Bir sonraki görüşmemizde gençlerin yüz ifadelerinden olumsuz bir şeyler olduğunu algıladığımda sıkıştırıp detayları anlattırmıştım.
Özet olarak söyleyecek olursak patronları “ Biraz mal satın da ondan sonra seyahat etmeyi düşünürsünüz “ demiş ve gençlerin planı ile bütçesine bakmamış bile.
Patrona sadece şunu söylemiştim “ Bu gençler oturdukları yerden iş yapabiliyorlarsa neden sana çalışsınlar.
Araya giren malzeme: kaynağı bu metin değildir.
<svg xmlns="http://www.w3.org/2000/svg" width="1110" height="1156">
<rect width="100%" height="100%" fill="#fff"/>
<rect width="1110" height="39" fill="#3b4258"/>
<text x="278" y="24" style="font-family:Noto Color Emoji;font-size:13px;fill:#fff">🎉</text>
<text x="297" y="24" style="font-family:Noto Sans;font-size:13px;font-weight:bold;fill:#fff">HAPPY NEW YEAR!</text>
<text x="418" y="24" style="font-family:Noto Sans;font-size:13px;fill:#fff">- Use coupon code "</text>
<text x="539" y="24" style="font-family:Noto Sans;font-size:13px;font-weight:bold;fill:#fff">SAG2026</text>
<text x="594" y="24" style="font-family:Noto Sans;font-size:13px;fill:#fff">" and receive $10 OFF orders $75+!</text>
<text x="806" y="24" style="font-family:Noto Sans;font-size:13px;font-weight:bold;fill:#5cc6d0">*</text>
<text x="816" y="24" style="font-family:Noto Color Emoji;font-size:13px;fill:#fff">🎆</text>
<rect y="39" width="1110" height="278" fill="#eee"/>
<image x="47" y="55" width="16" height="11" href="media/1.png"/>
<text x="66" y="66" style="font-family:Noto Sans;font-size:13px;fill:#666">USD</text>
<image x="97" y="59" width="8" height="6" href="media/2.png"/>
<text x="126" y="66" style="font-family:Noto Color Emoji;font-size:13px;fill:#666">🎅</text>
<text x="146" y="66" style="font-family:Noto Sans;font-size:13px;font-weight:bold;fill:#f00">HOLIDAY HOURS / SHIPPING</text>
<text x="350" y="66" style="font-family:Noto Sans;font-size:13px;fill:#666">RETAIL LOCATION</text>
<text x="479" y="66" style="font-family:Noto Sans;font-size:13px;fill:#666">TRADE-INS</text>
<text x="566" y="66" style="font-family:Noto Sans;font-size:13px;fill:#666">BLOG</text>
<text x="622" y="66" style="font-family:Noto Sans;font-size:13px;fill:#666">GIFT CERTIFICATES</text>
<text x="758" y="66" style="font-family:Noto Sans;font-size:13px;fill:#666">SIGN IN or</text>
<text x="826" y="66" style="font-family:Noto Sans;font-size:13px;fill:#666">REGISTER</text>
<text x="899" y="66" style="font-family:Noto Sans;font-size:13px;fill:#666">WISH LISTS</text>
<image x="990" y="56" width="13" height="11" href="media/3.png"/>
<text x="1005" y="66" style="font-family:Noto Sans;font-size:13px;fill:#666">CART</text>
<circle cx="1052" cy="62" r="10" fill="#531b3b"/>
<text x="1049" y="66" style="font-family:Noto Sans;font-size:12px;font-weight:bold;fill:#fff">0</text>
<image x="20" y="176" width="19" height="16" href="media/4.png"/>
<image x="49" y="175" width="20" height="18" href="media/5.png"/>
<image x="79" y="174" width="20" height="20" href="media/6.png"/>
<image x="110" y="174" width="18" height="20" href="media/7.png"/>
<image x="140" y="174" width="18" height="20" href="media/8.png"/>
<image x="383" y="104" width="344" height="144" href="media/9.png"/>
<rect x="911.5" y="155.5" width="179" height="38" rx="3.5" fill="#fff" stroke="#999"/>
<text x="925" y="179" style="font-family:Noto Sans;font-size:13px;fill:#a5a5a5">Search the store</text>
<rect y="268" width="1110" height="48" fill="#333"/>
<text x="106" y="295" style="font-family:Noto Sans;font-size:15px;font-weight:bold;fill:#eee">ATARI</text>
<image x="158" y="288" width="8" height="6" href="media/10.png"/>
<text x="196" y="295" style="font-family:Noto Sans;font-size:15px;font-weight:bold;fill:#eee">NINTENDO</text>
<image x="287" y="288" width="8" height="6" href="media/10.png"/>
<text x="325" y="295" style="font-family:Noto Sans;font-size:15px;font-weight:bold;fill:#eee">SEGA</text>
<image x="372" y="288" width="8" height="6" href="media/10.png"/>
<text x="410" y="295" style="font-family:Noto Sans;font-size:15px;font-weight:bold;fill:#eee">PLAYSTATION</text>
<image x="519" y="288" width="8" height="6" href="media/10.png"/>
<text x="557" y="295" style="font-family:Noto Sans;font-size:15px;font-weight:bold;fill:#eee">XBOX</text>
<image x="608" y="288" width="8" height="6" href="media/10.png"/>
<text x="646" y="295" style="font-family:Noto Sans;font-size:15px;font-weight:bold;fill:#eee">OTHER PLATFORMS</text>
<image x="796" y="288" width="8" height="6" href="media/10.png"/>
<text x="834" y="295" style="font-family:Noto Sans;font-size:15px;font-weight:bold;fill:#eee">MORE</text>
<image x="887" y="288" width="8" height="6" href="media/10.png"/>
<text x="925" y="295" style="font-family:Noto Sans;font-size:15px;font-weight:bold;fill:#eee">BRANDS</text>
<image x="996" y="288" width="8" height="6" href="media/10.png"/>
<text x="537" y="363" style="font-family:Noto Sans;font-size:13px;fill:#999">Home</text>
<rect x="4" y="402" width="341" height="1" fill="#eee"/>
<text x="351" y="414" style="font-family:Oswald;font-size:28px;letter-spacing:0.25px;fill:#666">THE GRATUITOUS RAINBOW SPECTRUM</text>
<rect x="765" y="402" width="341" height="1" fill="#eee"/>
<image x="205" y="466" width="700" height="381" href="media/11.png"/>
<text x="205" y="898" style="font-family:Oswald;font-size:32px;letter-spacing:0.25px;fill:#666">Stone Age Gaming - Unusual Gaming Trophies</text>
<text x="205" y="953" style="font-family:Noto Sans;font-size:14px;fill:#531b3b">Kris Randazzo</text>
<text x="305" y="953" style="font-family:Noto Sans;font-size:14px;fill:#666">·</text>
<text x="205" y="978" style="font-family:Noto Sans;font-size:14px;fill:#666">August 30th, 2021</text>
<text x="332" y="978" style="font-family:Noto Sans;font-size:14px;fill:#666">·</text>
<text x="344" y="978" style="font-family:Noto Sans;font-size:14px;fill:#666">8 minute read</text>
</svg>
Kendi başlarına çalışır satar, komisyon alır ve daha çok kazanırlar.”
Bu olaydan birkaç sene sonra da başka bir patron bana sordu “ Neden doğru müşteri ile karşılaşamıyorum?”
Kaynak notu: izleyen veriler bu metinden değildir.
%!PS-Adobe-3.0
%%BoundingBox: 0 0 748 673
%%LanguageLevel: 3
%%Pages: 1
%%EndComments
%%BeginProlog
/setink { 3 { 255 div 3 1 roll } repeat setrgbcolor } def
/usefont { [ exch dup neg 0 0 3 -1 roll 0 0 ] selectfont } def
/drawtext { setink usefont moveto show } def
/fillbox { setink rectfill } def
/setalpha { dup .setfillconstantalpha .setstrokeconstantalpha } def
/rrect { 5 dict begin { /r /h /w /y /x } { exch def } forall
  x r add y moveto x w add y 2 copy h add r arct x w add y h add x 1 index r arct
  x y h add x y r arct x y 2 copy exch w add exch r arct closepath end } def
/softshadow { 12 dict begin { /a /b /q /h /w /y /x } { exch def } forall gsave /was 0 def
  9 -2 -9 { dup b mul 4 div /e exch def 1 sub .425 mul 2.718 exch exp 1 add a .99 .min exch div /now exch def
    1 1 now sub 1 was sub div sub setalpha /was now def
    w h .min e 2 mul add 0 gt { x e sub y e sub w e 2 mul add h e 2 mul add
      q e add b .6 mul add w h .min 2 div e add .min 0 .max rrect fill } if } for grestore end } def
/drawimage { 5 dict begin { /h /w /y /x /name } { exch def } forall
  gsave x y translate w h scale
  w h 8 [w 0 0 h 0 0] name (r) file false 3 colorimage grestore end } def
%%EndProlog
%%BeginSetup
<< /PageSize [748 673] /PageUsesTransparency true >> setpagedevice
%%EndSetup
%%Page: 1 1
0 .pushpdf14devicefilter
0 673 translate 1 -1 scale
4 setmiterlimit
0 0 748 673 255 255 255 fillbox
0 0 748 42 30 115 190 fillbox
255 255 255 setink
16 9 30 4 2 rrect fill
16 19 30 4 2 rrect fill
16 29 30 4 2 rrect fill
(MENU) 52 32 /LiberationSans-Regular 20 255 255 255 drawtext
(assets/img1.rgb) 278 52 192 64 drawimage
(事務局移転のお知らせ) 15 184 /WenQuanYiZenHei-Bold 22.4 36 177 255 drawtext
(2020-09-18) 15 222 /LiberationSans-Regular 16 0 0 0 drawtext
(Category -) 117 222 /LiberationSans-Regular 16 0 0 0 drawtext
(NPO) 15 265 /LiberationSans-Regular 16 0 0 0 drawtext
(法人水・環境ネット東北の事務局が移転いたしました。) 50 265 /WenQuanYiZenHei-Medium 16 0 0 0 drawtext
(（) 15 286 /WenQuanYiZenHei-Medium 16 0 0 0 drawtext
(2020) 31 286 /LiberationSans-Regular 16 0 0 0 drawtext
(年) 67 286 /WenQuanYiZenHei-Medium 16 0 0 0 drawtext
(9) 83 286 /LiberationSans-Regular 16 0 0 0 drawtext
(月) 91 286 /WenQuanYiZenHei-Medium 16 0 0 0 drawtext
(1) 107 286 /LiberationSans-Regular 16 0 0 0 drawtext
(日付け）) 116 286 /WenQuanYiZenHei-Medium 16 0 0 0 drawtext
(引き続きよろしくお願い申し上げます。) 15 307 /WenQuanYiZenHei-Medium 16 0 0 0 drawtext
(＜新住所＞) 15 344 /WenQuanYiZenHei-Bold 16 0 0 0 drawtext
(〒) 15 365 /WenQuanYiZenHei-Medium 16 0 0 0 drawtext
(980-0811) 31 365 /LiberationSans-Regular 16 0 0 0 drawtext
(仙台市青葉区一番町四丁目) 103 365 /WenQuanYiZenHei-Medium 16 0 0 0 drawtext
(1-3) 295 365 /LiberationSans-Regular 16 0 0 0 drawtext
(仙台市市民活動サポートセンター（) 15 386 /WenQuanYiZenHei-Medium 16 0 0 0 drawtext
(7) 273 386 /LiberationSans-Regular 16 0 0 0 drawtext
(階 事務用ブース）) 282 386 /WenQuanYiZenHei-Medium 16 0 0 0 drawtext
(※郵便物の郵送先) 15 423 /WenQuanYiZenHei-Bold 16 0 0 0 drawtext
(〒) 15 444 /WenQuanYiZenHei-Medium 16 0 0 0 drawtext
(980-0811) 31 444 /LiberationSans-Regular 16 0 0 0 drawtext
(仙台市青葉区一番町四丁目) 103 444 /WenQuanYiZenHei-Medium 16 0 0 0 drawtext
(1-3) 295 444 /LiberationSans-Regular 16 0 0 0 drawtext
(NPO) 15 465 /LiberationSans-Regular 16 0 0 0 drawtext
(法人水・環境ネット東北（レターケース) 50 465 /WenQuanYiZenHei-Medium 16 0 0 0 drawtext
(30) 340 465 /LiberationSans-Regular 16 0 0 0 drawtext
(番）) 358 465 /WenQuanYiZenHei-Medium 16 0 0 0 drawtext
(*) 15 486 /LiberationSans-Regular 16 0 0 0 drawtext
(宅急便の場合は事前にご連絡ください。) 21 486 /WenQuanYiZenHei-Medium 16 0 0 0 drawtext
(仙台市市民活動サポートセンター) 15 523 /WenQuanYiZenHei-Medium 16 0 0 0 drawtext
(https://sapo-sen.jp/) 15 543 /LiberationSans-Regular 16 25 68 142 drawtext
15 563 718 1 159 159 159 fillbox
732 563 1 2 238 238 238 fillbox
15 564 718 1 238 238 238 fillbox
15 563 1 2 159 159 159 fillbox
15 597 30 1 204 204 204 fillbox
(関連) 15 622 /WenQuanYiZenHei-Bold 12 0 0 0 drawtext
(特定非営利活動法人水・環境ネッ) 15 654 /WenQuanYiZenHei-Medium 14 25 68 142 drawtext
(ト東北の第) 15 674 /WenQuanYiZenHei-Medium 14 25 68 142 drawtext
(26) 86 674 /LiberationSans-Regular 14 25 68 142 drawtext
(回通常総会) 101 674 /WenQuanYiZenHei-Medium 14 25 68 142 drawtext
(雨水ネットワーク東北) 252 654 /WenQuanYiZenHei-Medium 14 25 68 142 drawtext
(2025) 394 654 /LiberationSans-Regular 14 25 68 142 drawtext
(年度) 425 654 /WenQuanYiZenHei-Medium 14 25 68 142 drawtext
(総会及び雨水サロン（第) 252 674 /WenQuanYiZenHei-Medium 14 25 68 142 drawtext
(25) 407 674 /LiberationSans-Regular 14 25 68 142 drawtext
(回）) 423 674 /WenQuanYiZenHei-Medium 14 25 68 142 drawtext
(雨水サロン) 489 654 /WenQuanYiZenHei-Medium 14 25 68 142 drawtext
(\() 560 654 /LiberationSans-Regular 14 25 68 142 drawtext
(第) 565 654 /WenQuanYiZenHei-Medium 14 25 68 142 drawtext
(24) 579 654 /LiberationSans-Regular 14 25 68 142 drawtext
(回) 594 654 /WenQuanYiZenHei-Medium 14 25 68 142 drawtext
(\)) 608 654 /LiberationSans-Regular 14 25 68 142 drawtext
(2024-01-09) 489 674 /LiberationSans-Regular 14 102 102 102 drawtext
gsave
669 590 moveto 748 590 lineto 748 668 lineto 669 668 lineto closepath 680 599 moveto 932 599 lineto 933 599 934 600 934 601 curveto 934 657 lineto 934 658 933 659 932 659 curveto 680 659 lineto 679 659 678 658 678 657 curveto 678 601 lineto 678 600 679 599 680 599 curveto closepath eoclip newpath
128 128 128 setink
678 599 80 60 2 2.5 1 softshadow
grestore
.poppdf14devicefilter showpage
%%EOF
Şikâyeti, gelen kişilerin çoğunun aracı olması ve istenilen komisyon miktarlarının yüksek olması nedeniyle işlerin bağlanamadan bir yerde kopması.
Bu nedenle, bağlayabildikleri işlerin düşük kâr oranlı olması da başka bir keyifsizlik nedeni.
Sordum “ Bu aracılar seninle nasıl temas ediyorlar?”
Cevabı çok basitti çünkü bu aracılar gelip bu üreticiyi yerinde ziyaret ediyor ve konuşuyorlardı.
Bu arkadaşımıza sordum “Sen en son ne zaman müşteri ziyaretine gittin?”
O da “ Hocam bir iş yapsaydık da öyle gitseydik “ demez mi?
Ben nasıl bir bakış attıysam…
Ayağa kalktı ve “ Hocam ben bir duman üfleyip geleyim izninle “ dedi ve bir süre sonra geldi.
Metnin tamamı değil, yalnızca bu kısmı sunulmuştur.